«Он говорит, что давно не видел всех нас», - мама прятала глаза от монитора. Я уже давно поняла, что она недолюбливает Скайп: в слепую телефонную трубку врать проще.
Любящие врут чаще равнодушных. Вот и мама мне врет: про нормальное давление, про ушедшие головные боли, про то, что пронзительные судороги больше не сковывают половину ее лица. Я тоже Скайп не люблю: мне тоже трудно делать вид, что я верю.
Мы оба смотрим поверх экрана и переводим тему. Завтра к родителям приезжает папин двоюродный брат. У него есть рак четвертой степени и честный врач, который не стал врать умирающему про новые лекарства и супер-эффективные процедуры. По-деловому предложил уладить вопрос с наследованием дома и не строить планов на Рождество. 75-летний дядя оказался на редкость сговорчивым: в апреле он все-таки слетал в Париж, в июне сфотографировался у Брандербургских ворот. Выцветшая под жарким солнцем Венеция показалась ему наполненной самыми яркими красками. Он потрогал теплый мрамор флорентийских скульптур и наконец-то понял, почему они столетиями восхищают людей — камень живой.
К моим родителям дядя ехал прощаться. Он еще запланировал на осень Карловы Вары, но болезнь настояла на своем и билеты пришлось сдать. Вместо полных средневековых тайн улочек Праги его ждал убогий провинциальный автовокзал. Так бывает: родственники за 1000 км из далекого Питера приезжают в гости едва ли не по два раза в год; а папа с братом, разделенные 120 км не самого плохого шоссе, не виделись почти десять лет. Один за это время похоронил мать и женился на своей ученице на 35 лет его младше; другой ушел на пенсию и наконец-то обзавелся долгожданным внуком. Им было о чем поговорить.

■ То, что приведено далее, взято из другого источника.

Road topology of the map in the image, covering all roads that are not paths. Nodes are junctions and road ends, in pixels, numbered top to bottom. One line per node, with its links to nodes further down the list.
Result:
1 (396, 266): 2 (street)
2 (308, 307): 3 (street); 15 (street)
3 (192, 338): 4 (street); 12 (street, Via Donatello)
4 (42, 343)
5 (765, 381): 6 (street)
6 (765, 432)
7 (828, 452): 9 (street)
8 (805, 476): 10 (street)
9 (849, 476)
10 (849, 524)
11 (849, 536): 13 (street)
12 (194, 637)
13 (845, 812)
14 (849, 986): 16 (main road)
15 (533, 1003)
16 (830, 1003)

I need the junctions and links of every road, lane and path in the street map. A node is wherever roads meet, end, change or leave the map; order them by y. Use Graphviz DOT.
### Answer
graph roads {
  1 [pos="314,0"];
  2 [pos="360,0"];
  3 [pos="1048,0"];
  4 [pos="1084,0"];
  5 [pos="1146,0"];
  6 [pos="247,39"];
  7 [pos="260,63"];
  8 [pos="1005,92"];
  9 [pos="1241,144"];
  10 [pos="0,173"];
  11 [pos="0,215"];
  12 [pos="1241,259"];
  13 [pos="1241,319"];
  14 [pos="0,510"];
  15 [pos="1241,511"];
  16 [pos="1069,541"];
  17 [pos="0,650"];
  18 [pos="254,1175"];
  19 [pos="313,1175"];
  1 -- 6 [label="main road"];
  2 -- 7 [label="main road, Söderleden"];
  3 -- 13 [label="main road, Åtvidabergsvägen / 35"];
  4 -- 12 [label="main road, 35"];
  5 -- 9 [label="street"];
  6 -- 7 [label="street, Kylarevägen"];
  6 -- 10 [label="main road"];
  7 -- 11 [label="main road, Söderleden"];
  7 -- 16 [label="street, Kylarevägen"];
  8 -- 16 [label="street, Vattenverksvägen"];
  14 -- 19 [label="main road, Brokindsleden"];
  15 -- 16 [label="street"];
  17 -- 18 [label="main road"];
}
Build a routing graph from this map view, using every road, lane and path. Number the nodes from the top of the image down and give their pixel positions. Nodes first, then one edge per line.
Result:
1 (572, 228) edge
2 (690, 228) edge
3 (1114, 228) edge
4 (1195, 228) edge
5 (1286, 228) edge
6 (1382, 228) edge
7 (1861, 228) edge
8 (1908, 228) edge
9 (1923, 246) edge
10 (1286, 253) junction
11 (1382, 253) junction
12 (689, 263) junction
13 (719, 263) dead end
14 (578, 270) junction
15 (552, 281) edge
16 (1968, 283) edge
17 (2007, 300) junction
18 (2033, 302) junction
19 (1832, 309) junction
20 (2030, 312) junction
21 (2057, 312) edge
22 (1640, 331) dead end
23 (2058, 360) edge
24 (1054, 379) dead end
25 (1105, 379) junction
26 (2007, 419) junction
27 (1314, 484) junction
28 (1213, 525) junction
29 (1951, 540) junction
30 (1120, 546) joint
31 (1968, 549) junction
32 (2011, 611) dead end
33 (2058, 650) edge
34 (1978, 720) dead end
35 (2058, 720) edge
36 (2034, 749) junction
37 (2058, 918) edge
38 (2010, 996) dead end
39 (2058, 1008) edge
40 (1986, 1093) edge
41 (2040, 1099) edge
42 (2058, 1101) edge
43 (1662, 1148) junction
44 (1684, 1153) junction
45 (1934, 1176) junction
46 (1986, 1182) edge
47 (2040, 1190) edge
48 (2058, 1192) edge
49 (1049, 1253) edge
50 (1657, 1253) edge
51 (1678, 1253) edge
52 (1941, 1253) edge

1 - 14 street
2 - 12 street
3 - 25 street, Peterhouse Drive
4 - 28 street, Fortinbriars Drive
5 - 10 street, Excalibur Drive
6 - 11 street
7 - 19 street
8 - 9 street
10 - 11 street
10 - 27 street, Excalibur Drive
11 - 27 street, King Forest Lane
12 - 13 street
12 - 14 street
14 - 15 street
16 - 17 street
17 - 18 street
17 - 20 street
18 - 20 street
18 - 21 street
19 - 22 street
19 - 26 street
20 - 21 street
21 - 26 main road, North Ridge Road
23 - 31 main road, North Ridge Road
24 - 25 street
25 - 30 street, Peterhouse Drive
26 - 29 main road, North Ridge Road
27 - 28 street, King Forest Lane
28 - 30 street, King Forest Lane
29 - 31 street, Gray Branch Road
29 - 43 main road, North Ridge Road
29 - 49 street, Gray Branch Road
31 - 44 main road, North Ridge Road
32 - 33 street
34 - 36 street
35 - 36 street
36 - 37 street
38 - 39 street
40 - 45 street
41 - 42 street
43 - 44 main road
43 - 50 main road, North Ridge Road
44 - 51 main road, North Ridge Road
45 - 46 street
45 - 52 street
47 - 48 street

Говорили долго. Смеялись, вспоминая свое босяцкое послевоенное детство. Напились. Мама то и дело убегала на кухню за свежей нарезкой, там сморкалась в салфетку, вытирала глаза и за столом пыталась садиться против солнца.
«Что мы могли ему сказать? - оправдывалась она передо мной. - Мы все прекрасно понимали, что следующий раз увидим его, лежащим в гробу. Конечно, мы все смертны. И может так случиться, что его рак окажется милостивей нашей гипертонии. Но все равно: что говорить человеку, который прощается с тобой навсегда?»
Я не знаю. Меня учили жить — работать, чтобы ни от кого не зависеть; не обманывать саму себя; не предавать; любить; заботиться о родных. Кто научит меня умирать?
Не о физической боли и немощи речь. Как уйти без сожалений — собственных и чужих?
Так не хочется знать, что кто-то будет ПОТОМ горевать: не сказал, не попросили прощения, не понял, не оценил... Но если этот кто-то придет ко мне завтра прощаться и говорить — смогу ли я его выслушать?
Смогут ли потом выслушать то же самое от меня мои дети? Как намекнуть им, что я не люблю Шуберта, что «Сольвейг» в такой ситуации был бы куда более уместным.
С каким выражением лица им это говорить? Когда? «Купи моцареллы к ужину и не забудь, что я очень благодарна тебе за наш брак — я трусиха и никогда бы сама не решилась: выходить замуж, заводить семью, рожать сына»? Или — маме: «Нажми кнопку «Сохранить как» и помни, что я очень тебя люблю»?
Наверное, надо придумать какой-нибудь статус в Скайпе. Навсегда.